● **SUPPLIED DATA**:
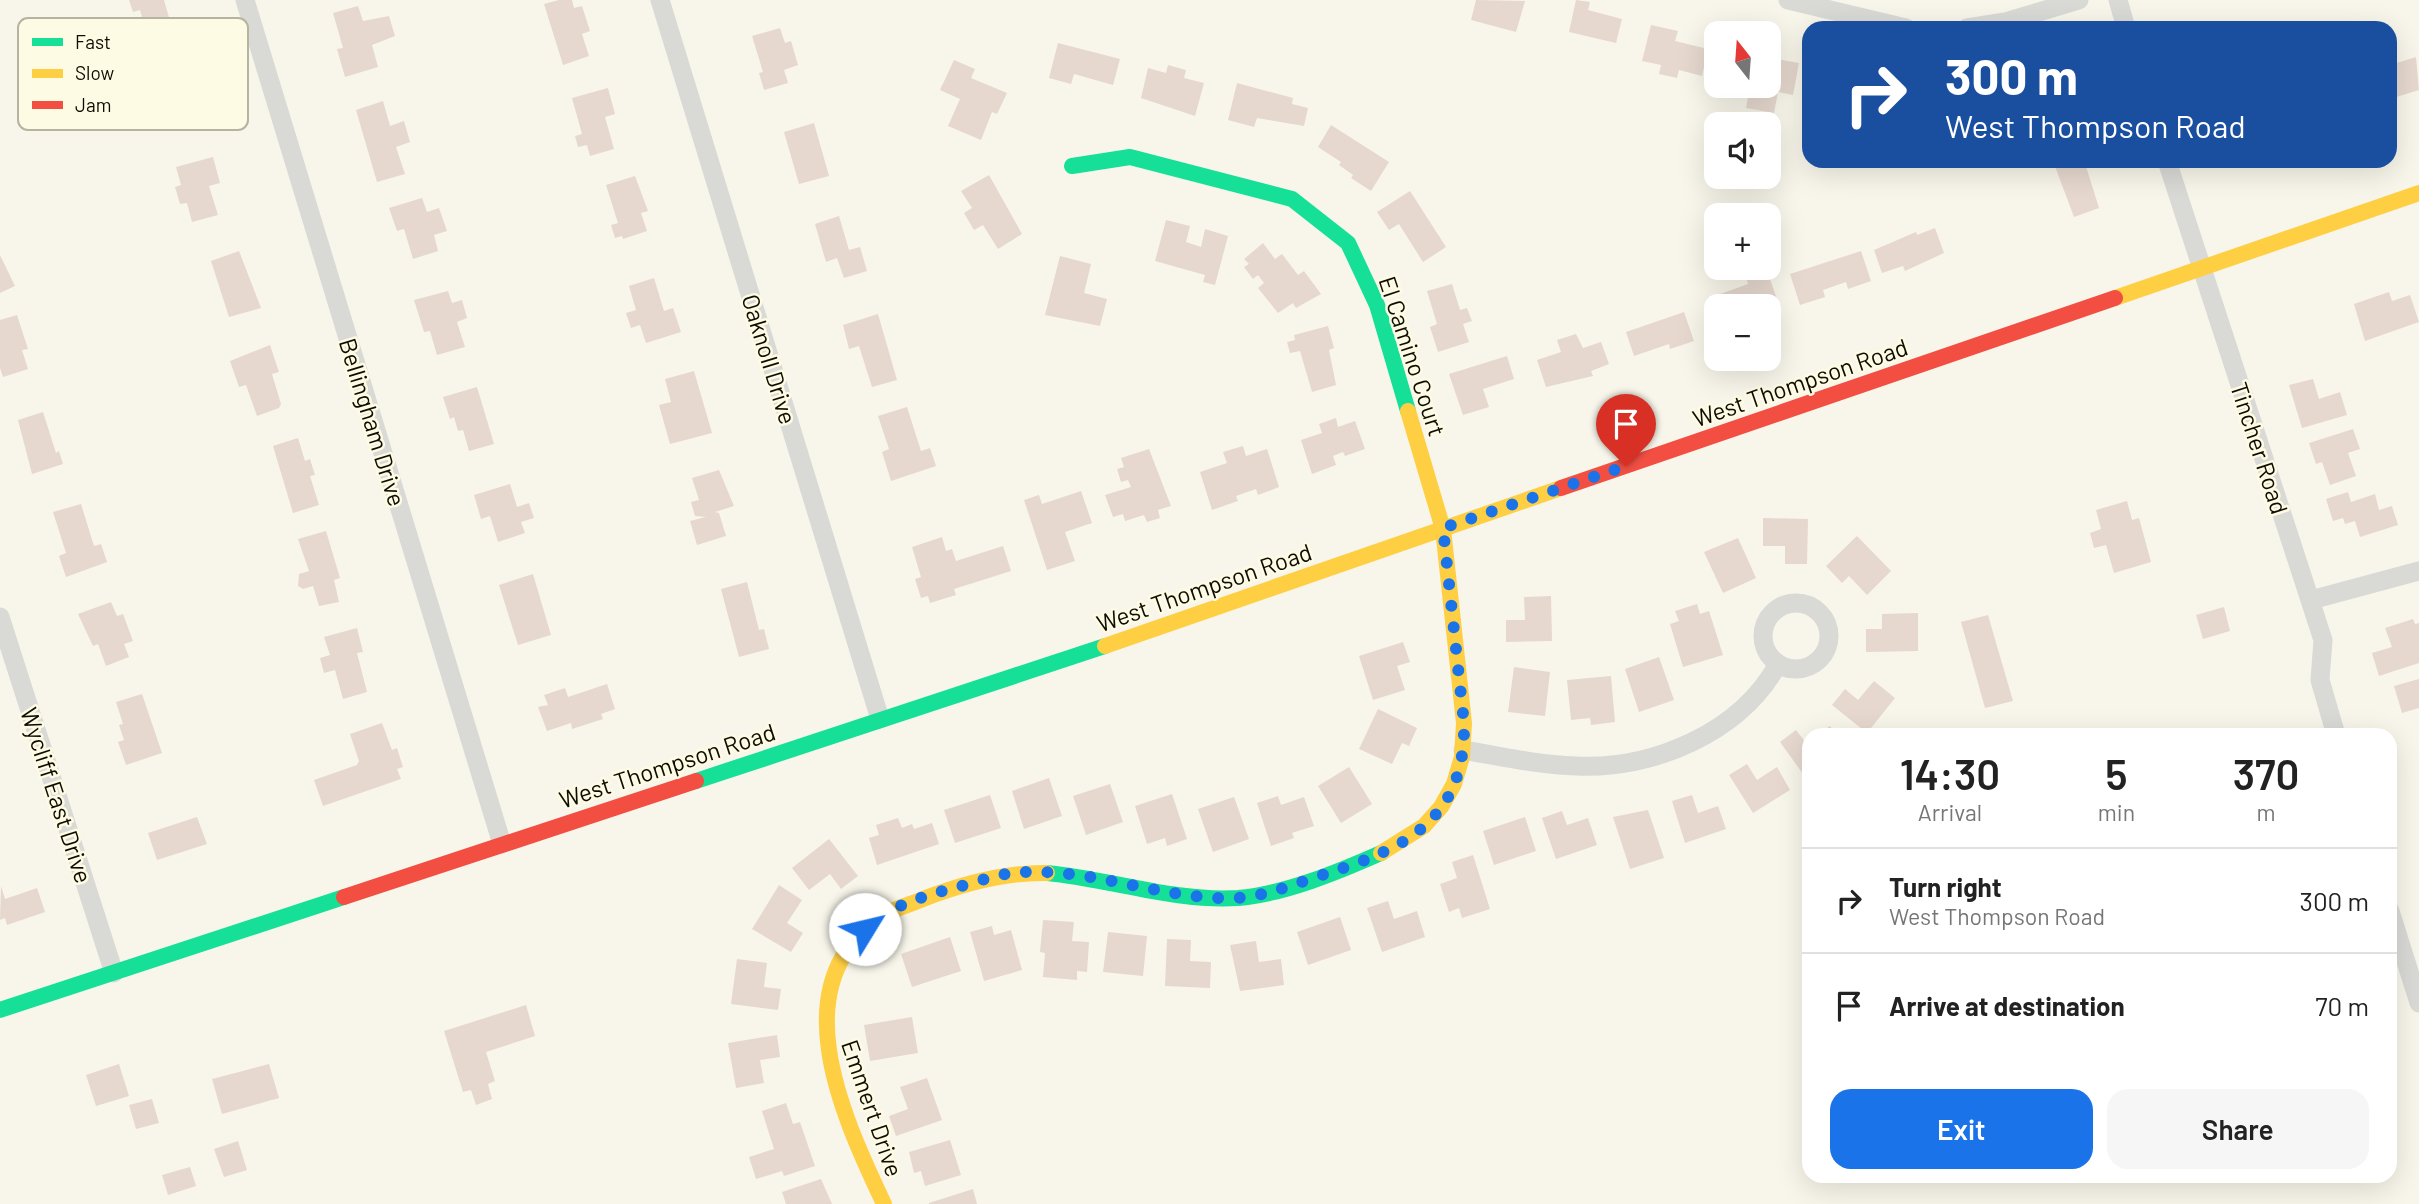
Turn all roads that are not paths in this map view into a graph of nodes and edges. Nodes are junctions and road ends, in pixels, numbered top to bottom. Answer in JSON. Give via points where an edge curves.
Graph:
{"nodes":[{"id":1,"x":245,"y":0,"type":"edge"},
{"id":2,"x":660,"y":0,"type":"edge"},
{"id":3,"x":1788,"y":0,"type":"edge"},
{"id":4,"x":2079,"y":0,"type":"edge"},
{"id":5,"x":2118,"y":0,"type":"edge"},
{"id":6,"x":1876,"y":21,"type":"edge"},
{"id":7,"x":2008,"y":21,"type":"edge"},
{"id":8,"x":2124,"y":21,"type":"edge"},
{"id":9,"x":1072,"y":166,"type":"dead end"},
{"id":10,"x":2169,"y":168,"type":"edge"},
{"id":11,"x":2419,"y":194,"type":"edge"},
{"id":12,"x":2200,"y":269,"type":"junction"},
{"id":13,"x":1443,"y":528,"type":"junction"},
{"id":14,"x":2419,"y":571,"type":"edge"},
{"id":15,"x":2311,"y":600,"type":"junction"},
{"id":16,"x":0,"y":617,"type":"edge"},
{"id":17,"x":1778,"y":664,"type":"dead end"},
{"id":18,"x":880,"y":719,"type":"junction"},
{"id":19,"x":2334,"y":728,"type":"edge"},
{"id":20,"x":1463,"y":750,"type":"junction"},
{"id":21,"x":502,"y":844,"type":"junction"},
{"id":22,"x":2397,"y":933,"type":"edge"},
{"id":23,"x":114,"y":973,"type":"junction"},
{"id":24,"x":2419,"y":1003,"type":"edge"},
{"id":25,"x":0,"y":1010,"type":"edge"},
{"id":26,"x":884,"y":1204,"type":"edge"}],
"edges":[{"from":1,"to":21,"type":"street","name":"Bellingham Drive"},
{"from":2,"to":18,"type":"street","name":"Oaknoll Drive"},
{"from":3,"to":6,"type":"street"},
{"from":4,"to":7,"type":"street"},
{"from":5,"to":8,"type":"street"},
{"from":9,"to":13,"type":"main road","name":"El Camino Court","via":[[1130,157],[1292,199],[1348,243],[1377,305]]},
{"from":10,"to":12,"type":"street","name":"Tincher Road"},
{"from":11,"to":12,"type":"main road","name":"West Thompson Road"},
{"from":12,"to":13,"type":"main road","name":"West Thompson Road"},
{"from":12,"to":15,"type":"street","name":"Tincher Road"},
{"from":13,"to":18,"type":"main road","name":"West Thompson Road"},
{"from":13,"to":20,"type":"main road","name":"Emmert Drive"},
{"from":14,"to":15,"type":"street"},
{"from":15,"to":19,"type":"street","name":"Tincher Road","via":[[2324,646],[2319,680]]},
{"from":16,"to":23,"type":"street","name":"Wycliff East Drive"},
{"from":17,"to":20,"type":"street","via":[[1761,690],[1727,720],[1672,751],[1646,759],[1574,766]]},
{"from":18,"to":21,"type":"main road","name":"West Thompson Road"},
{"from":20,"to":26,"type":"main road","name":"Emmert Drive","via":[[1450,791],[1436,814],[1413,836],[1374,858],[1268,893],[1212,897],[1049,873],[1010,873],[910,900],[878,917],[847,950],[832,977],[824,1035],[828,1062],[858,1147]]},
{"from":21,"to":23,"type":"main road","name":"West Thompson Road"},
{"from":22,"to":24,"type":"street"},
{"from":23,"to":25,"type":"main road","name":"West Thompson Road"}]}
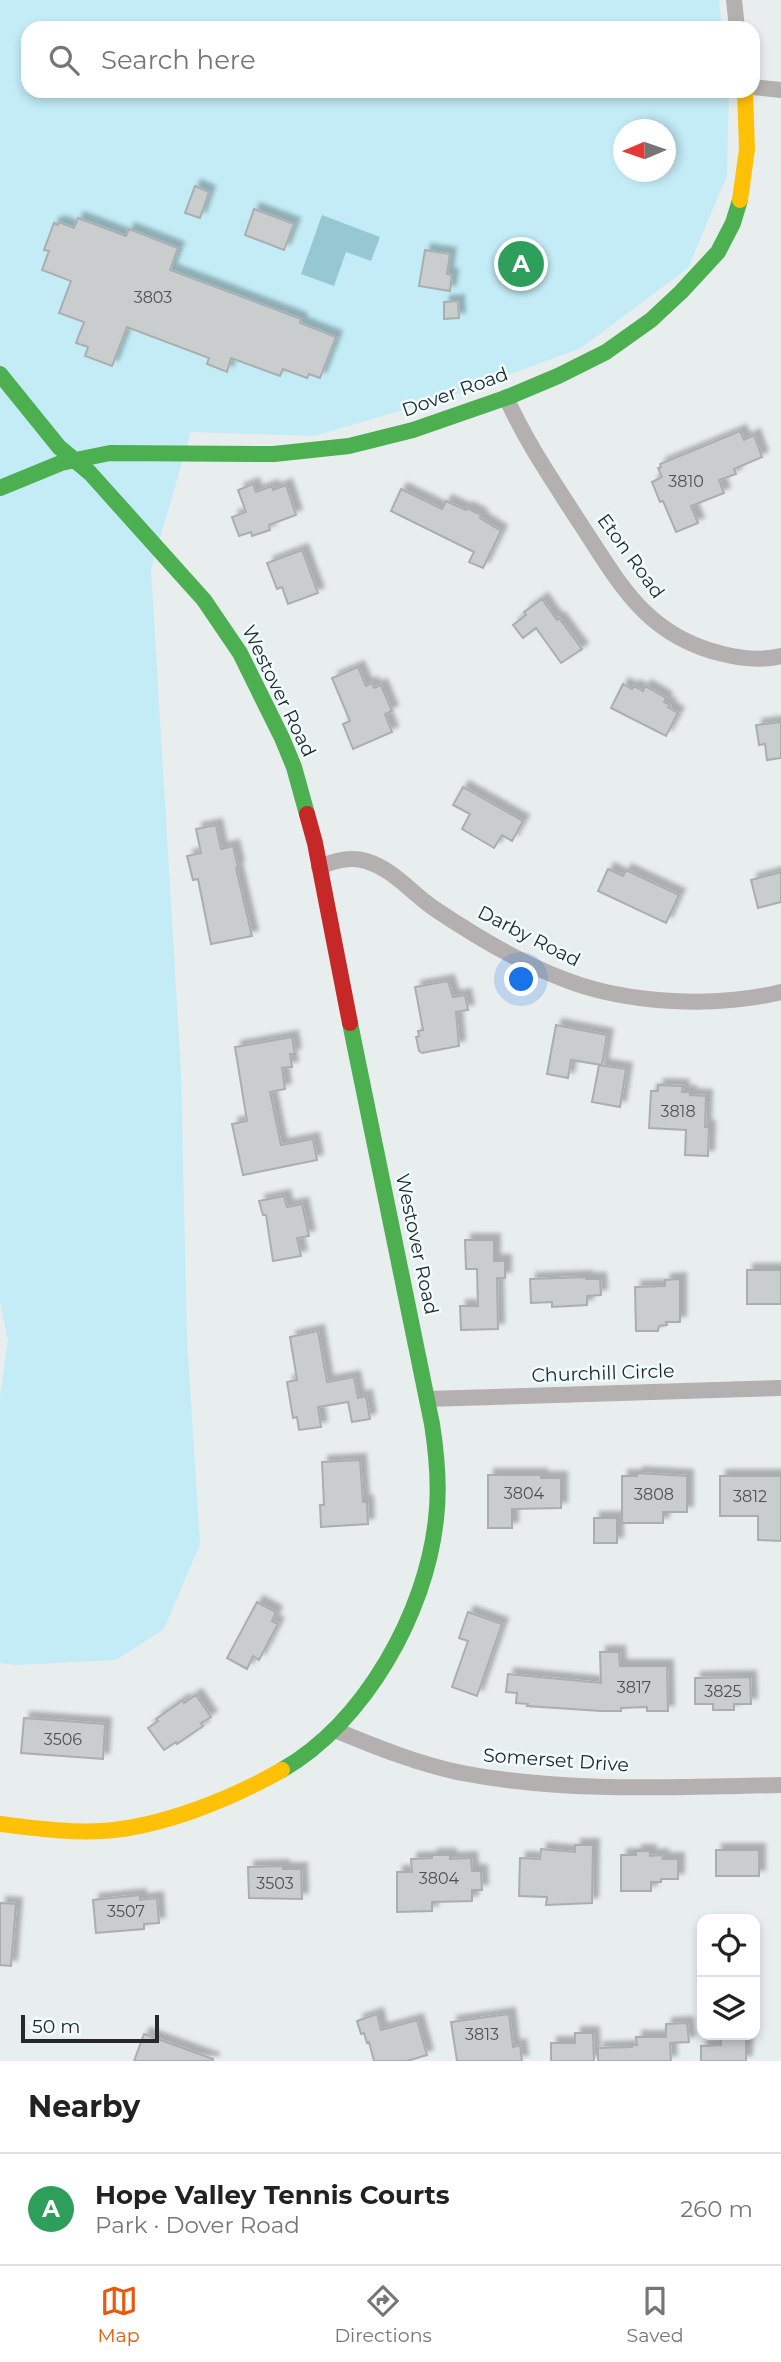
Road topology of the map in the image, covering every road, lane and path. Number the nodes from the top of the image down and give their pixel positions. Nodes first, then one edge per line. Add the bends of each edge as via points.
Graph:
1 (734, 0) edge
2 (736, 21) edge
3 (760, 88) edge
4 (781, 90) edge
5 (747, 98) edge
6 (0, 374) edge
7 (506, 397) junction
8 (74, 459) junction
9 (0, 488) edge
10 (781, 656) edge
11 (319, 867) junction
12 (781, 992) edge
13 (781, 1388) edge
14 (427, 1399) junction
15 (335, 1730) junction
16 (781, 1785) edge
17 (0, 1824) edge

1 - 2 street
3 - 4 street
5 - 7 street, Dover Road via 746,172 734,219 714,259 665,308 607,351
6 - 8 street, Westover Road
7 - 8 street, Dover Road via 393,436 334,449 246,455 129,451
7 - 10 street, Eton Road via 548,475 635,603 674,636 702,649 738,658
8 - 9 street, Dover Road
8 - 11 street, Westover Road via 169,559 226,631 293,767
11 - 12 street, Darby Road via 347,859 381,867 432,908 483,939 590,988 716,1003
11 - 14 street, Westover Road
13 - 14 street, Churchill Circle
14 - 15 street, Westover Road via 439,1496 425,1577 408,1622 385,1663
15 - 16 street, Somerset Drive via 431,1766 484,1776 623,1787
15 - 17 street, Westover Road via 261,1784 165,1819 80,1832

● **EXERCISE DIRECTIONS**: A single figure must be given: how many lines of the records above include the string "Emmert".

● **RESULT FOR THIS TASK**: 2